PROBLEM DETAILS: Filter the entries below, keeping only lines with the word "where".

━━━━━━━━━━

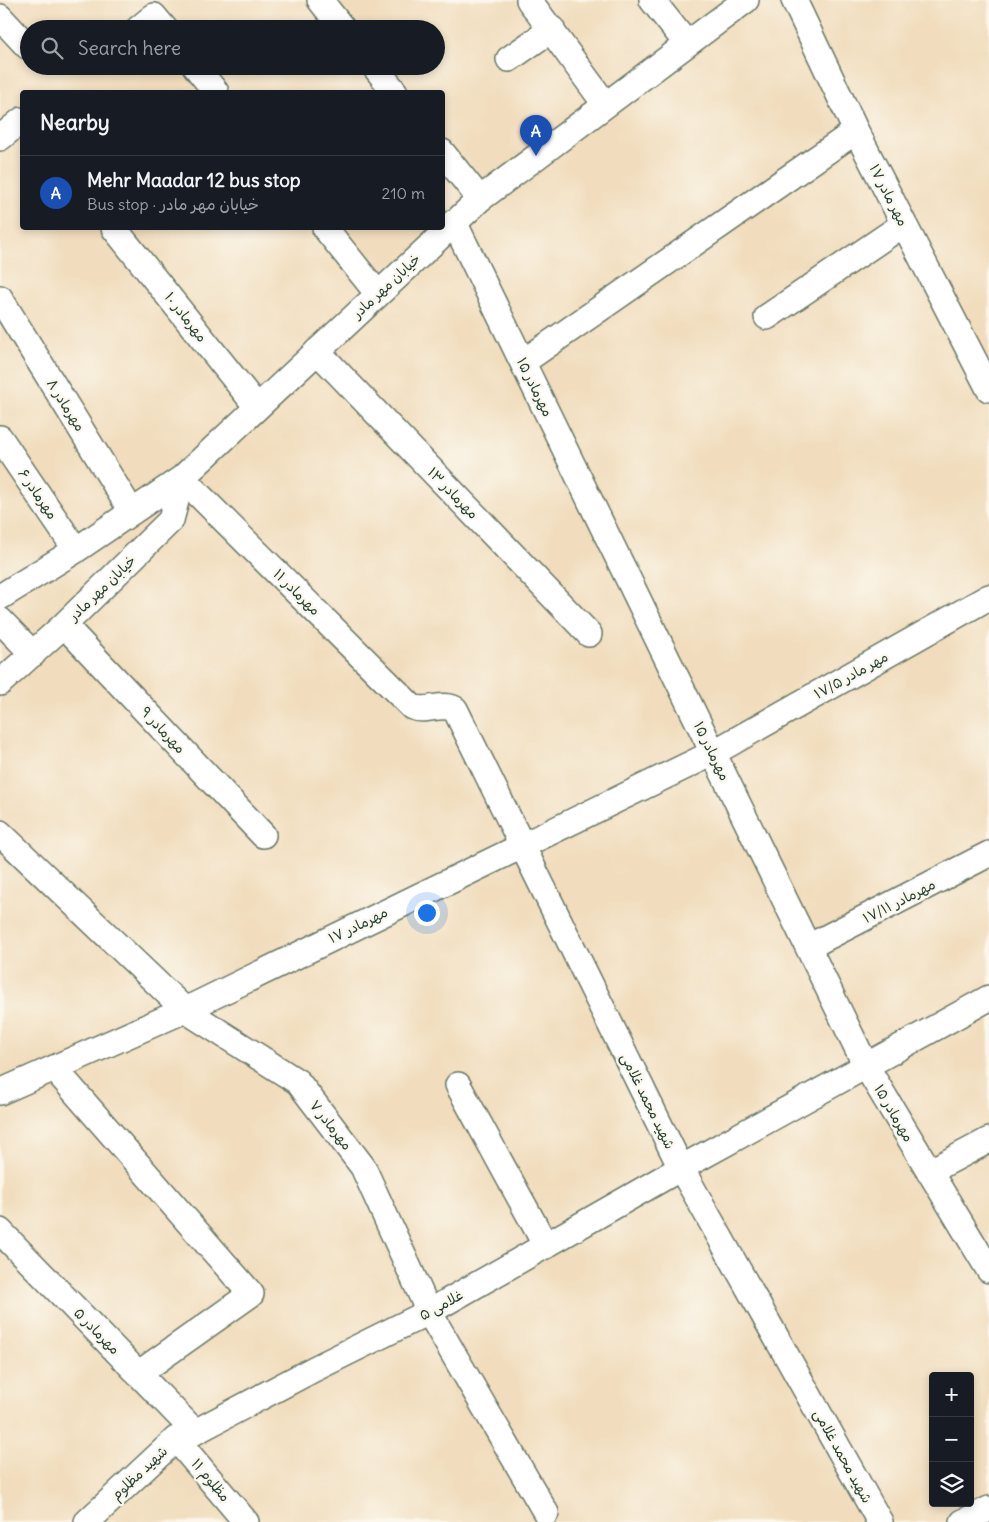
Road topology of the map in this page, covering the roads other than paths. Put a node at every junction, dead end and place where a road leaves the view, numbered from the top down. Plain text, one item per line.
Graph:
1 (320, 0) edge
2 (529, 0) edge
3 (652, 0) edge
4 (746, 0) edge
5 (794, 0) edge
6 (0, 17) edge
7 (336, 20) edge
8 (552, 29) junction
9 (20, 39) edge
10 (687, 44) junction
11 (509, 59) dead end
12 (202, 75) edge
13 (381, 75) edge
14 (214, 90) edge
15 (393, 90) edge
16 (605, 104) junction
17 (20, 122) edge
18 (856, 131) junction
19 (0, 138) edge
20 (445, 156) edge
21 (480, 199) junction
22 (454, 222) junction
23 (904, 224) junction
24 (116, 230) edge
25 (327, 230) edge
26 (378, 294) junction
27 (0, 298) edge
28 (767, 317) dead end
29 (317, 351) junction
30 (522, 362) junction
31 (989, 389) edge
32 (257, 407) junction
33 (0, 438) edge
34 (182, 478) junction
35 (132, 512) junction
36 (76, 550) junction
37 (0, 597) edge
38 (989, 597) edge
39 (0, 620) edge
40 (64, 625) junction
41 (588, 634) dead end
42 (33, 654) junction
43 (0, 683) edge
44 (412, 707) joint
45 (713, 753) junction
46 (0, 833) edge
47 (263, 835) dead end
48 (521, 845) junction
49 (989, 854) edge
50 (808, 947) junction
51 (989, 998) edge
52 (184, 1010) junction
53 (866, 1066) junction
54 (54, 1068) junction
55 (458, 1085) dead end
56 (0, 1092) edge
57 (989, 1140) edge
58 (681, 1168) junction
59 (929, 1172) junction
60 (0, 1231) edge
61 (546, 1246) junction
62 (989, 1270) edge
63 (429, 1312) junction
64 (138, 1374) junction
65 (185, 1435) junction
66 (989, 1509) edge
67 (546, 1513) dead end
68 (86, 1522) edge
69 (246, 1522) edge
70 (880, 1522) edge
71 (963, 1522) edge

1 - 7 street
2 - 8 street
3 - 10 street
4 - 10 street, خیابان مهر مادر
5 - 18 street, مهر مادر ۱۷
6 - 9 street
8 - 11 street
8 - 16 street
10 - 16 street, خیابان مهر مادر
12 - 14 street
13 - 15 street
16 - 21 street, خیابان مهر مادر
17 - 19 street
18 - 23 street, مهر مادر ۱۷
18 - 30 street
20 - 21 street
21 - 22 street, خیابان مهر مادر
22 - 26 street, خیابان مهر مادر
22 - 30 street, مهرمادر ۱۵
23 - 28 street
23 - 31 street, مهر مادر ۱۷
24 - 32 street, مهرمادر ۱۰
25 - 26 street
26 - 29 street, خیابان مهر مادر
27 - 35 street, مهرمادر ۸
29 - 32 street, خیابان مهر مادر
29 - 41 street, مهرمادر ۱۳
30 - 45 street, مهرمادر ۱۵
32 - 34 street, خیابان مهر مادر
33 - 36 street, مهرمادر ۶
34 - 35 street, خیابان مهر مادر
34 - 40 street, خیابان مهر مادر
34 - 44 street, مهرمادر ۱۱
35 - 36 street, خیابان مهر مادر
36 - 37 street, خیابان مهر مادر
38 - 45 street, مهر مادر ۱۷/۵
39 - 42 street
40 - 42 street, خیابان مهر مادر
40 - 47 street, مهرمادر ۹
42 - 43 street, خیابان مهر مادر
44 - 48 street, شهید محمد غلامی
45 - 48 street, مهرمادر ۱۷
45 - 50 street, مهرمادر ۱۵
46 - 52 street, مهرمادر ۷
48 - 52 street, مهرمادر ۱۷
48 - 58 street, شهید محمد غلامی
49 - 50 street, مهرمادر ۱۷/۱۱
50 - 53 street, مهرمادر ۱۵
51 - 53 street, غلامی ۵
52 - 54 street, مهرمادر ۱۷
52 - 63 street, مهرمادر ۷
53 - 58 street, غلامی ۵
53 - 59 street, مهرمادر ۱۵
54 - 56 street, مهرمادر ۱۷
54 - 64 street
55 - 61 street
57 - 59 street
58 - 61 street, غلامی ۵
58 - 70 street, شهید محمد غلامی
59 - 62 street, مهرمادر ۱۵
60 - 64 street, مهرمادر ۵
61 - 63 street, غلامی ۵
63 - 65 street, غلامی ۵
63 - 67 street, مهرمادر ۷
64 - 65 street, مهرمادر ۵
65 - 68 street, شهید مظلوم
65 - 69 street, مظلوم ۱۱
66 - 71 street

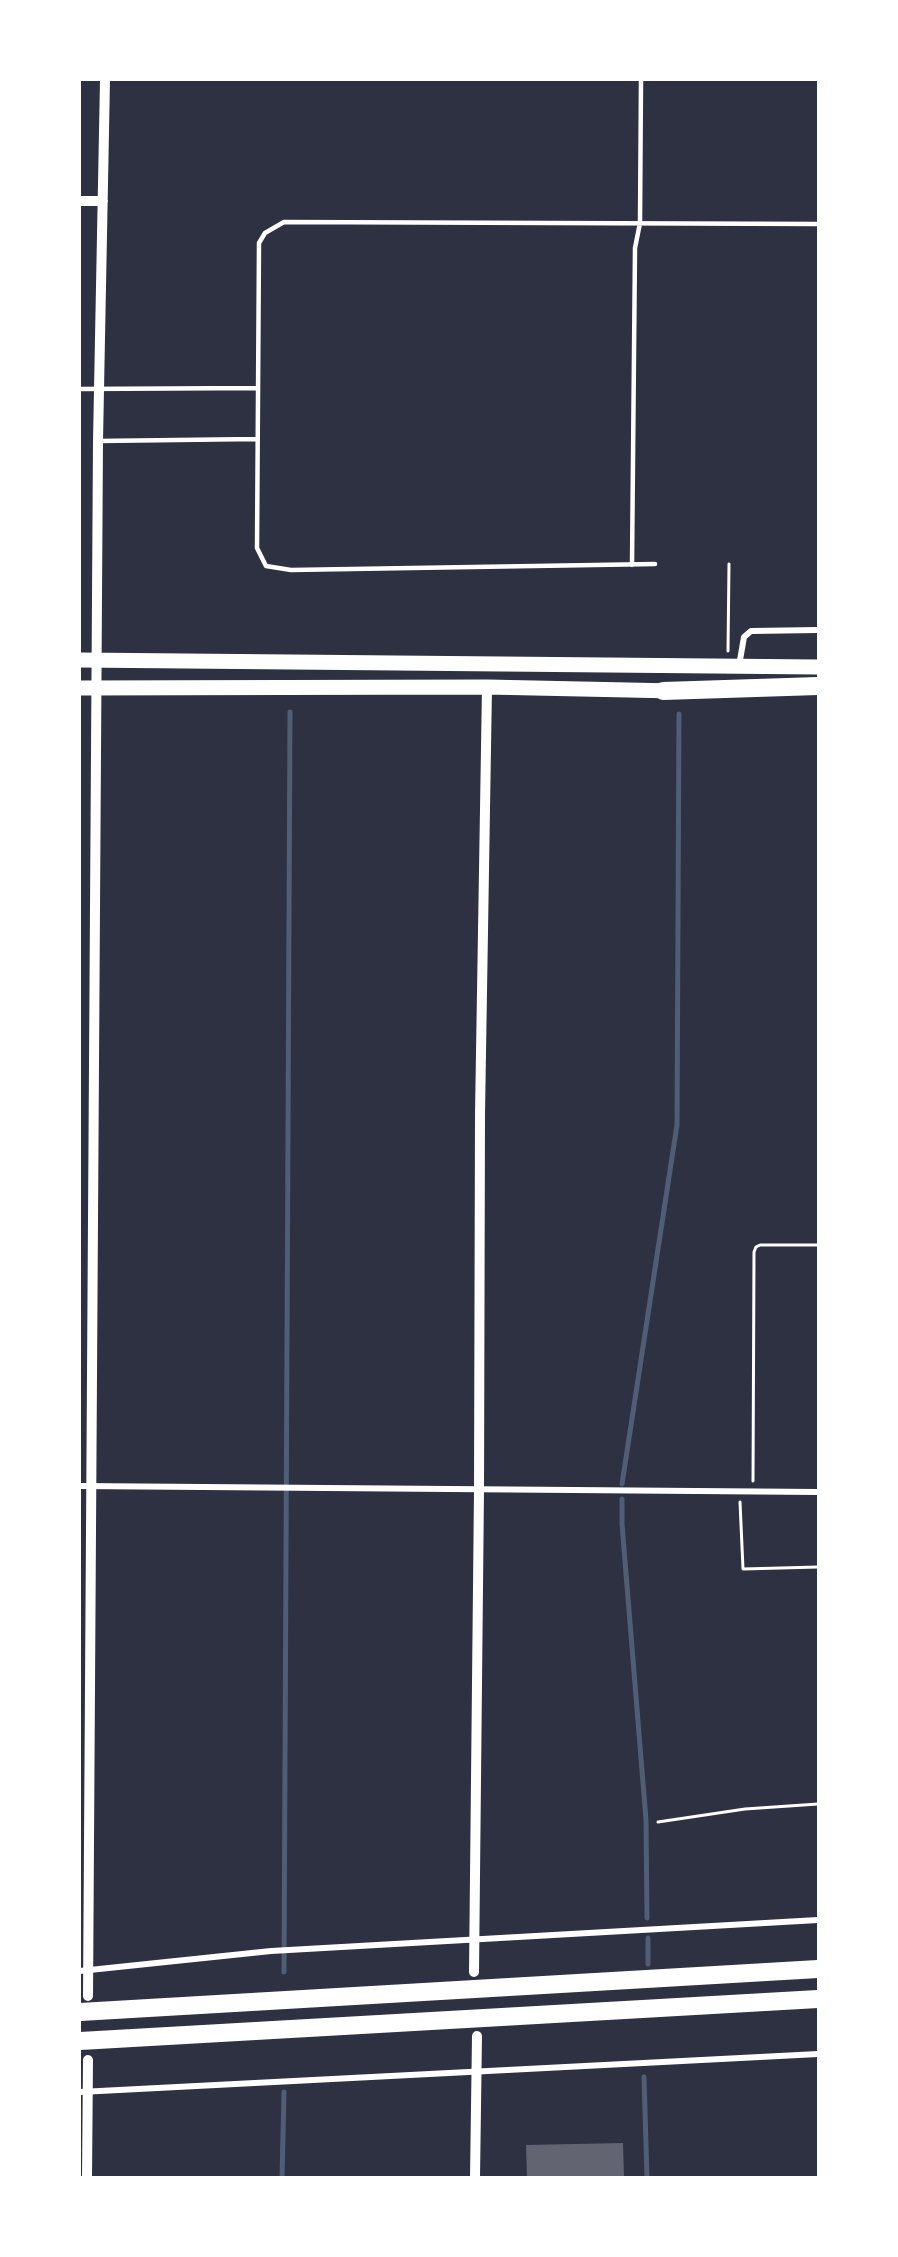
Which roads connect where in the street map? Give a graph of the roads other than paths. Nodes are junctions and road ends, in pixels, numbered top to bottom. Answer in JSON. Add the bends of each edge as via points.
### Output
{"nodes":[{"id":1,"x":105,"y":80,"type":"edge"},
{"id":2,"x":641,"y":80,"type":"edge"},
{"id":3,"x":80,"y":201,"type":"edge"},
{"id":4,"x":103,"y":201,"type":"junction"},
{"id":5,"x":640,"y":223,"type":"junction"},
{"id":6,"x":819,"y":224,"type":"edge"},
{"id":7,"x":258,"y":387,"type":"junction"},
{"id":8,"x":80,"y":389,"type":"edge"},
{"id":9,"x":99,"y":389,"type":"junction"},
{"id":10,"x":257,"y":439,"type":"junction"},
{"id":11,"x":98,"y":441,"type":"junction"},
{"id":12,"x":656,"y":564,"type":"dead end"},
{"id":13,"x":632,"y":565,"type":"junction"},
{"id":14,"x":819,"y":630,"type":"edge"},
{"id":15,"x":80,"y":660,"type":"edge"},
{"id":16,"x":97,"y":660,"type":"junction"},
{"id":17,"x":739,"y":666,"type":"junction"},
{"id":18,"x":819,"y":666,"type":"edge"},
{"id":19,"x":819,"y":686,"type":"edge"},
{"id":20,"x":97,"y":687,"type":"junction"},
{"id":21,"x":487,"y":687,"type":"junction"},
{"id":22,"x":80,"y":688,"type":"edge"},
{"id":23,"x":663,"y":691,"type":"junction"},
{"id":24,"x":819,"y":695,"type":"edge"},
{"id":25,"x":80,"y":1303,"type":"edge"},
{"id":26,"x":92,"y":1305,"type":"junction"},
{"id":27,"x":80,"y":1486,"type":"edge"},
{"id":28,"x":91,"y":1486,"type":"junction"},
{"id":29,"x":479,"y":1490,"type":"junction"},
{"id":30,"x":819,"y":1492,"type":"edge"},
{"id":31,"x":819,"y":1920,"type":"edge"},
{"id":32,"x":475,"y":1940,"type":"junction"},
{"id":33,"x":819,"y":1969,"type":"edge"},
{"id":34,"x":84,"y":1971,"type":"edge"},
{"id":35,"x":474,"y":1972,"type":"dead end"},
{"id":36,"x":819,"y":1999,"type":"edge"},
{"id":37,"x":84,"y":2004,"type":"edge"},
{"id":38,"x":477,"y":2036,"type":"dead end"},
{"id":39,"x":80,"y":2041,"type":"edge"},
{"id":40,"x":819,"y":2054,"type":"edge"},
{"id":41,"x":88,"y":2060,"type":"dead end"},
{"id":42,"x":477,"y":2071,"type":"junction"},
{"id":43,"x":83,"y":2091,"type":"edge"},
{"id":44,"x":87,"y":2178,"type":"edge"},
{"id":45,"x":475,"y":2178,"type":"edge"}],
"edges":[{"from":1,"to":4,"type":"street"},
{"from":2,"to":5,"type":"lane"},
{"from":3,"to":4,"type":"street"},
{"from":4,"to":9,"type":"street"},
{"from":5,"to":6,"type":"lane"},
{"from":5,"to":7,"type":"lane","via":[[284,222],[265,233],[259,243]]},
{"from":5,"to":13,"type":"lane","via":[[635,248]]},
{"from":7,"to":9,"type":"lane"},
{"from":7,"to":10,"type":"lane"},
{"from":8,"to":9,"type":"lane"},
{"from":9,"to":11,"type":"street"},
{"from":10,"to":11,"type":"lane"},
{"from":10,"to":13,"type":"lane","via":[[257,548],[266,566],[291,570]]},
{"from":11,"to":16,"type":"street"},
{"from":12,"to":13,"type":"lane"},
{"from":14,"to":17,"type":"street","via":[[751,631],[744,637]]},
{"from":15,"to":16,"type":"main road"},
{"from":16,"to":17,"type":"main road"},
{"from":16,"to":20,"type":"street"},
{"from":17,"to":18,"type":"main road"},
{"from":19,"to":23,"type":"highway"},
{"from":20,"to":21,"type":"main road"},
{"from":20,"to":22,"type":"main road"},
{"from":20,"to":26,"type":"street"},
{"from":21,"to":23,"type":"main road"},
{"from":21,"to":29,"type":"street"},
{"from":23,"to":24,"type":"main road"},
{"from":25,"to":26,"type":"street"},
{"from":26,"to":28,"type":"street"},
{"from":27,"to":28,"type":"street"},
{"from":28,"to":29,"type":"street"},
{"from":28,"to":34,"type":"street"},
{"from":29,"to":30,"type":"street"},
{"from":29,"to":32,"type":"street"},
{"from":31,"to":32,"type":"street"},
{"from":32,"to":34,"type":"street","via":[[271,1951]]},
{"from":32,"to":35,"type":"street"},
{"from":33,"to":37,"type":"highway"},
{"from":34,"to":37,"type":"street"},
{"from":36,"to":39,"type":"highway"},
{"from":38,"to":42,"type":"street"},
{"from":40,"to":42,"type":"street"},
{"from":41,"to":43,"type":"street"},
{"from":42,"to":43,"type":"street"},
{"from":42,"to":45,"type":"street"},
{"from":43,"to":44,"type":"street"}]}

━━━━━━━━━━

RESPONSE:
Road topology of the map in this page, covering the roads other than paths. Put a node at every junction, dead end and place where a road leaves the view, numbered from the top down. Plain text, one item per line.
Which roads connect where in the street map? Give a graph of the roads other than paths. Nodes are junctions and road ends, in pixels, numbered top to bottom. Answer in JSON. Add the bends of each edge as via points.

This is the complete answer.